Joseph is an imperfect man. Even as an adult he cannot hold himself from bragging. He contends, “it was not you who sent me here, but God; and He has made me a father to Pharaoh and lord of all his household and ruler over all the land of Egypt. Hurry and go up to my father, and say to him, ‘Thus says your son Joseph, ‘God has made me lord of all Egypt; come down to me, do not delay.’’” Not only does he present himself as the father of the Pharaoh but he also hurries the old and embittered man who is his father to rush and come to see him. He has not problem emphasizing, “you must tell my father of all my splendor in Egypt, and all that you have seen; and you must hurry and bring my father down here.” Sure, he does have some good reasons to stick it to his brothers, and maybe also settle a grudge with his father who did not go and search for him. It is also fair to assume that his words echoed in the ears of his family long after they were said.

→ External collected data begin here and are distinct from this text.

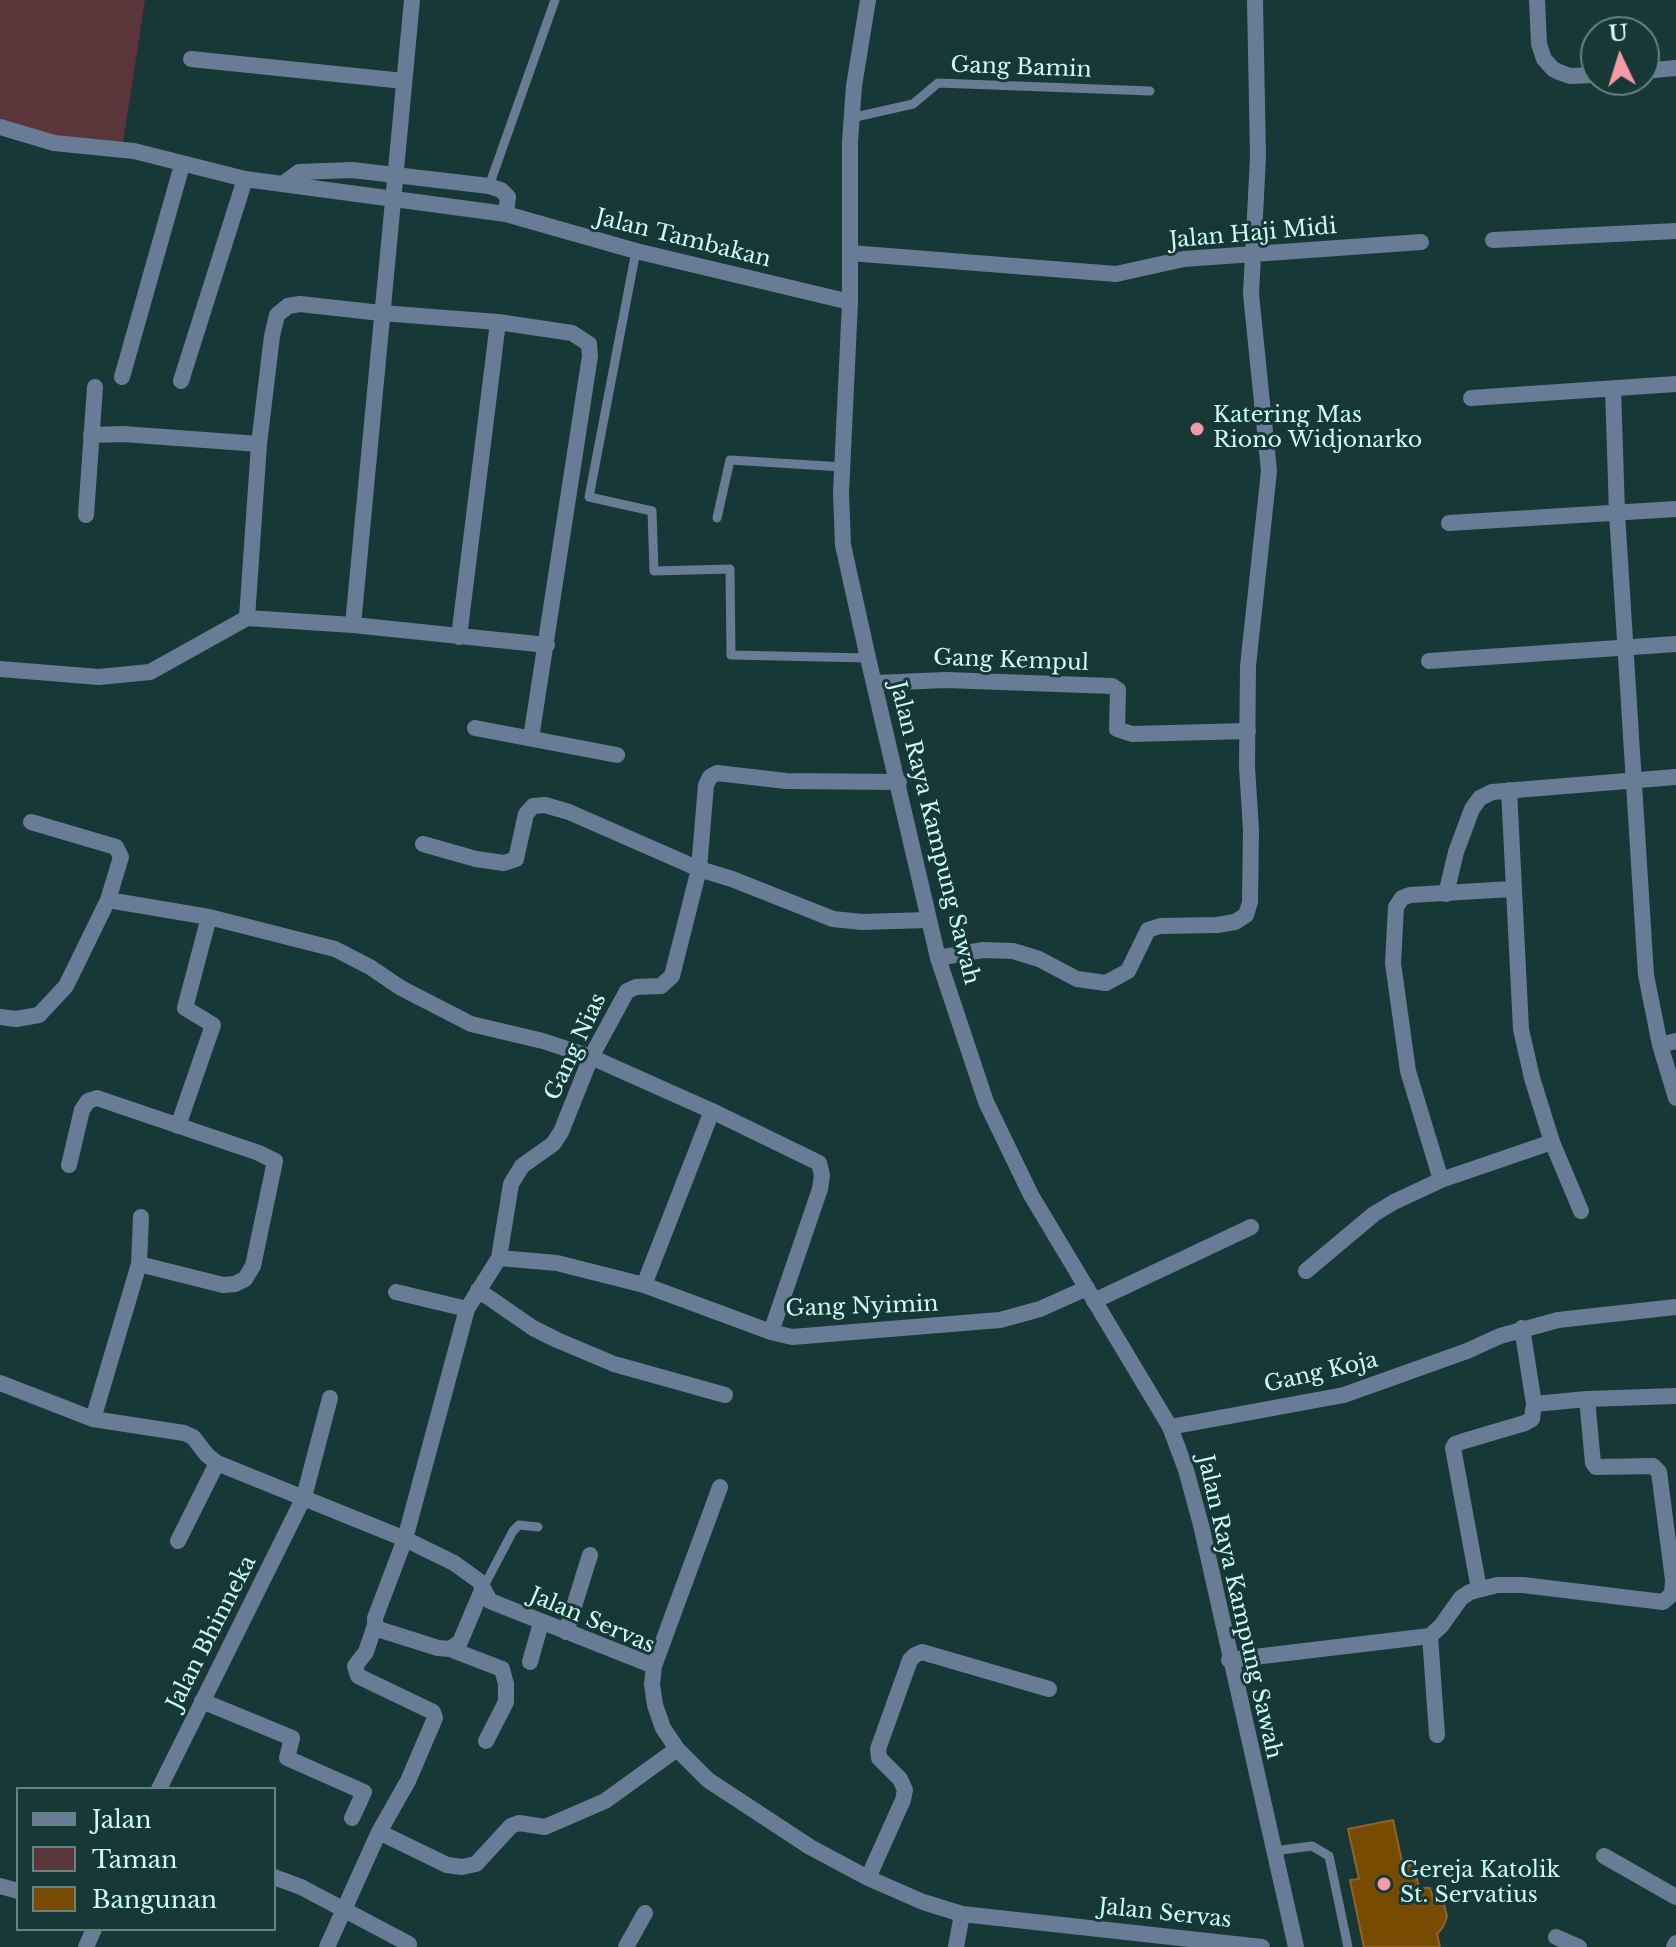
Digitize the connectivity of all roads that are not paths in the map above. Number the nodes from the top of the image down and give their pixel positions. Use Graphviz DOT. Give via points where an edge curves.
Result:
graph roads {
  1 [pos="412,0"];
  2 [pos="555,0"];
  3 [pos="868,0"];
  4 [pos="1255,0"];
  5 [pos="1537,0"];
  6 [pos="191,59"];
  7 [pos="1580,76"];
  8 [pos="404,81"];
  9 [pos="1150,91"];
  10 [pos="851,118"];
  11 [pos="0,127"];
  12 [pos="182,165"];
  13 [pos="396,176"];
  14 [pos="245,179"];
  15 [pos="283,184"];
  16 [pos="489,186"];
  17 [pos="393,198"];
  18 [pos="506,214"];
  19 [pos="1676,231"];
  20 [pos="1493,240"];
  21 [pos="1421,242"];
  22 [pos="636,251"];
  23 [pos="850,253"];
  24 [pos="1251,255"];
  25 [pos="850,302"];
  26 [pos="381,313"];
  27 [pos="498,322"];
  28 [pos="122,377"];
  29 [pos="181,381"];
  30 [pos="1676,384"];
  31 [pos="95,387"];
  32 [pos="1613,388"];
  33 [pos="1471,398"];
  34 [pos="91,435"];
  35 [pos="259,444"];
  36 [pos="843,467"];
  37 [pos="1676,509"];
  38 [pos="1617,513"];
  39 [pos="86,515"];
  40 [pos="717,518"];
  41 [pos="1449,523"];
  42 [pos="247,618"];
  43 [pos="353,625"];
  44 [pos="459,637"];
  45 [pos="1676,644"];
  46 [pos="547,645"];
  47 [pos="1626,648"];
  48 [pos="868,658"];
  49 [pos="1429,661"];
  50 [pos="0,669"];
  51 [pos="875,683"];
  52 [pos="475,728"];
  53 [pos="1248,731"];
  54 [pos="531,738"];
  55 [pos="617,755"];
  56 [pos="1676,777"];
  57 [pos="1636,780"];
  58 [pos="899,782"];
  59 [pos="1509,790"];
  60 [pos="31,822"];
  61 [pos="423,844"];
  62 [pos="699,869"];
  63 [pos="1512,889"];
  64 [pos="1446,894"];
  65 [pos="108,900"];
  66 [pos="209,917"];
  67 [pos="928,920"];
  68 [pos="938,958"];
  69 [pos="0,1017"];
  70 [pos="1668,1043"];
  71 [pos="591,1057"];
  72 [pos="1676,1098"];
  73 [pos="712,1111"];
  74 [pos="178,1126"];
  75 [pos="1552,1142"];
  76 [pos="69,1165"];
  77 [pos="1441,1180"];
  78 [pos="1581,1211"];
  79 [pos="141,1217"];
  80 [pos="1251,1227"];
  81 [pos="499,1258"];
  82 [pos="139,1264"];
  83 [pos="1306,1271"];
  84 [pos="644,1285"];
  85 [pos="478,1290"];
  86 [pos="396,1292"];
  87 [pos="1090,1294"];
  88 [pos="1676,1307"];
  89 [pos="467,1309"];
  90 [pos="1522,1328"];
  91 [pos="771,1332"];
  92 [pos="0,1383"];
  93 [pos="725,1395"];
  94 [pos="1676,1396"];
  95 [pos="330,1398"];
  96 [pos="1587,1399"];
  97 [pos="1534,1404"];
  98 [pos="93,1419"];
  99 [pos="1170,1427"];
  100 [pos="217,1463"];
  101 [pos="720,1487"];
  102 [pos="304,1497"];
  103 [pos="538,1527"];
  104 [pos="405,1539"];
  105 [pos="178,1541"];
  106 [pos="590,1555"];
  107 [pos="1479,1589"];
  108 [pos="482,1590"];
  109 [pos="541,1623"];
  110 [pos="375,1625"];
  111 [pos="566,1632"];
  112 [pos="1430,1636"];
  113 [pos="450,1649"];
  114 [pos="1229,1660"];
  115 [pos="530,1662"];
  116 [pos="654,1666"];
  117 [pos="1049,1689"];
  118 [pos="202,1701"];
  119 [pos="1437,1735"];
  120 [pos="486,1741"];
  121 [pos="677,1749"];
  122 [pos="160,1787"];
  123 [pos="352,1818"];
  124 [pos="379,1832"];
  125 [pos="1274,1851"];
  126 [pos="1604,1856"];
  127 [pos="276,1878"];
  128 [pos="868,1878"];
  129 [pos="1676,1897"];
  130 [pos="343,1910"];
  131 [pos="645,1913"];
  132 [pos="962,1914"];
  133 [pos="1556,1937"];
  134 [pos="409,1944"];
  135 [pos="327,1947"];
  136 [pos="626,1947"];
  137 [pos="956,1947"];
  138 [pos="1262,1947"];
  139 [pos="1296,1947"];
  140 [pos="1348,1947"];
  141 [pos="1579,1947"];
  1 -- 8 [label="street"];
  2 -- 16 [label="lane"];
  3 -- 10 [label="street, Jalan Raya Kampung Sawah"];
  4 -- 24 [label="street" via="1258,157"];
  5 -- 7 [label="street" via="1544,59 1559,72"];
  6 -- 8 [label="street"];
  8 -- 13 [label="street"];
  9 -- 10 [label="lane, Gang Bamin" via="938,83 913,104"];
  10 -- 23 [label="street, Jalan Raya Kampung Sawah"];
  11 -- 12 [label="street, Jalan Tambakan" via="54,143 134,151"];
  12 -- 14 [label="street, Jalan Tambakan"];
  12 -- 28 [label="street"];
  13 -- 15 [label="street, Jalan Tambakan" via="313,171 299,172"];
  13 -- 16 [label="street, Jalan Tambakan"];
  13 -- 17 [label="street"];
  14 -- 15 [label="street, Jalan Tambakan"];
  14 -- 29 [label="street"];
  15 -- 17 [label="street, Jalan Tambakan"];
  16 -- 18 [label="street" via="508,197"];
  17 -- 18 [label="street, Jalan Tambakan"];
  17 -- 26 [label="street"];
  18 -- 22 [label="street, Jalan Tambakan"];
  19 -- 20 [label="street"];
  21 -- 24 [label="street, Jalan Haji Midi"];
  22 -- 25 [label="street, Jalan Tambakan"];
  22 -- 48 [label="lane" via="589,497 652,511 654,571 730,569 731,655"];
  23 -- 24 [label="street, Jalan Haji Midi" via="1116,274 1184,259"];
  23 -- 25 [label="street, Jalan Raya Kampung Sawah"];
  24 -- 53 [label="street" via="1269,471 1248,666"];
  25 -- 36 [label="street, Jalan Raya Kampung Sawah"];
  26 -- 27 [label="street"];
  26 -- 35 [label="street" via="300,304 277,315"];
  26 -- 43 [label="street"];
  27 -- 44 [label="street"];
  27 -- 46 [label="street" via="572,333 589,344"];
  30 -- 32 [label="street"];
  31 -- 34 [label="street"];
  32 -- 33 [label="street"];
  32 -- 38 [label="street"];
  34 -- 35 [label="street"];
  34 -- 39 [label="street"];
  35 -- 42 [label="street"];
  36 -- 40 [label="lane" via="730,460"];
  36 -- 48 [label="street, Jalan Raya Kampung Sawah" via="843,545"];
  37 -- 38 [label="street"];
  38 -- 41 [label="street"];
  38 -- 47 [label="street"];
  42 -- 43 [label="street"];
  42 -- 50 [label="street" via="150,672 99,677"];
  43 -- 44 [label="street"];
  44 -- 46 [label="street"];
  45 -- 47 [label="street"];
  46 -- 54 [label="street"];
  47 -- 49 [label="street"];
  47 -- 57 [label="street"];
  48 -- 51 [label="street, Jalan Raya Kampung Sawah"];
  51 -- 53 [label="street, Gang Kempul" via="1112,686 1118,690 1117,729 1132,734"];
  51 -- 58 [label="street, Jalan Raya Kampung Sawah"];
  52 -- 54 [label="street"];
  53 -- 68 [label="street" via="1251,830 1246,915 1217,925 1148,930 1128,971 1106,983 1077,979 1013,951"];
  54 -- 55 [label="street"];
  56 -- 57 [label="street"];
  57 -- 59 [label="street"];
  57 -- 70 [label="street" via="1646,975"];
  58 -- 62 [label="street" via="786,781 717,773 706,785"];
  58 -- 67 [label="street, Jalan Raya Kampung Sawah"];
  59 -- 63 [label="street"];
  59 -- 64 [label="street" via="1480,798 1472,809"];
  60 -- 65 [label="street" via="116,847 121,857"];
  61 -- 62 [label="street" via="504,863 516,859 526,814 533,806 545,805"];
  62 -- 67 [label="street" via="833,919"];
  62 -- 71 [label="street, Gang Nias" via="672,976 661,986 627,991"];
  63 -- 64 [label="street"];
  63 -- 75 [label="street" via="1521,1029"];
  64 -- 77 [label="street" via="1402,898 1393,929 1396,1000 1408,1071"];
  65 -- 66 [label="street"];
  65 -- 69 [label="street" via="72,975 50,1006 39,1015"];
  66 -- 71 [label="street" via="335,949 471,1024"];
  66 -- 74 [label="street" via="185,1008 213,1025"];
  67 -- 68 [label="street, Jalan Raya Kampung Sawah"];
  68 -- 87 [label="street, Jalan Raya Kampung Sawah" via="986,1102 1031,1195"];
  70 -- 72 [label="street"];
  71 -- 73 [label="street"];
  71 -- 81 [label="street, Gang Nias" via="561,1132 522,1166 511,1184"];
  73 -- 84 [label="street"];
  73 -- 91 [label="street" via="819,1163 820,1189"];
  74 -- 76 [label="street" via="97,1098 88,1101"];
  74 -- 82 [label="street" via="275,1161 253,1266 245,1279 223,1285"];
  75 -- 77 [label="street"];
  75 -- 78 [label="street"];
  77 -- 83 [label="street" via="1374,1214"];
  79 -- 82 [label="street"];
  80 -- 87 [label="street, Gang Nyimin"];
  81 -- 84 [label="street, Gang Nyimin" via="557,1263"];
  81 -- 85 [label="street"];
  82 -- 98 [label="street"];
  84 -- 91 [label="street, Gang Nyimin"];
  85 -- 89 [label="street"];
  85 -- 93 [label="street" via="557,1340 614,1364"];
  86 -- 89 [label="street"];
  87 -- 91 [label="street, Gang Nyimin" via="1000,1320 792,1337"];
  87 -- 99 [label="street, Jalan Raya Kampung Sawah"];
  88 -- 90 [label="street, Gang Koja"];
  89 -- 104 [label="street"];
  90 -- 97 [label="street"];
  90 -- 99 [label="street, Gang Koja" via="1373,1387"];
  92 -- 98 [label="street, Jalan Servas"];
  94 -- 96 [label="street"];
  95 -- 102 [label="street, Jalan Bhinneka"];
  96 -- 97 [label="street"];
  96 -- 107 [label="street" via="1596,1467 1653,1466 1659,1472 1672,1594 1663,1602 1523,1585"];
  97 -- 107 [label="street" via="1532,1419 1525,1423 1453,1448"];
  98 -- 100 [label="street, Jalan Servas" via="184,1433"];
  99 -- 114 [label="street, Jalan Raya Kampung Sawah" via="1201,1525"];
  100 -- 102 [label="street, Jalan Servas"];
  100 -- 105 [label="street"];
  101 -- 116 [label="street"];
  102 -- 104 [label="street, Jalan Servas"];
  102 -- 118 [label="street, Jalan Bhinneka"];
  103 -- 108 [label="lane" via="519,1525 513,1531"];
  104 -- 108 [label="street, Jalan Servas" via="466,1571"];
  104 -- 110 [label="street"];
  106 -- 111 [label="street"];
  107 -- 112 [label="street" via="1461,1598"];
  108 -- 109 [label="street, Jalan Servas" via="490,1601"];
  108 -- 113 [label="street" via="460,1642"];
  109 -- 111 [label="street, Jalan Servas"];
  109 -- 115 [label="street"];
  110 -- 113 [label="street"];
  110 -- 124 [label="street" via="355,1666 358,1676 433,1712 435,1718"];
  111 -- 116 [label="street, Jalan Servas"];
  112 -- 114 [label="street"];
  112 -- 119 [label="street"];
  113 -- 120 [label="street" via="502,1669 506,1702"];
  114 -- 125 [label="street, Jalan Raya Kampung Sawah"];
  116 -- 121 [label="street, Jalan Servas" via="655,1705"];
  117 -- 128 [label="street" via="922,1652 910,1660 878,1749 879,1758 905,1790"];
  118 -- 122 [label="street, Jalan Bhinneka"];
  118 -- 123 [label="street" via="292,1738 287,1758 364,1792"];
  121 -- 124 [label="street" via="605,1801 545,1827 511,1826 476,1864 447,1865"];
  121 -- 128 [label="street, Jalan Servas" via="708,1780"];
  124 -- 130 [label="street"];
  125 -- 139 [label="street, Jalan Raya Kampung Sawah"];
  125 -- 140 [label="lane" via="1312,1846 1329,1856"];
  126 -- 129 [label="street"];
  127 -- 130 [label="street"];
  128 -- 132 [label="street, Jalan Servas"];
  130 -- 134 [label="street"];
  130 -- 135 [label="street"];
  131 -- 136 [label="street"];
  132 -- 137 [label="street"];
  132 -- 138 [label="street, Jalan Servas"];
  133 -- 141 [label="street"];
}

Sometimes the echo is heard many generations later, and maybe it should be echoing in our ears today too. Support of ideas, opinion, actions and approaches have to go beyond a person holding them or promoting them. If that person who holds them is unworthy of our trust then we should and must separate between the two. At the end of the day we are all humans, here today gone tomorrow. We can all err in our ways, even when what we are trying to promote is just, good, true and worthy. This is not an easy time for the State of Israel. Israeli citizens shall be going once more to the ballot to cast their votes in an attempt to settle the issue of leadership this time around. I do hope that we will be found worthy of a leader that we shall be blessed with a worthy leadership so that we shall not be defiled by idols, detestable things, or with any transgressions.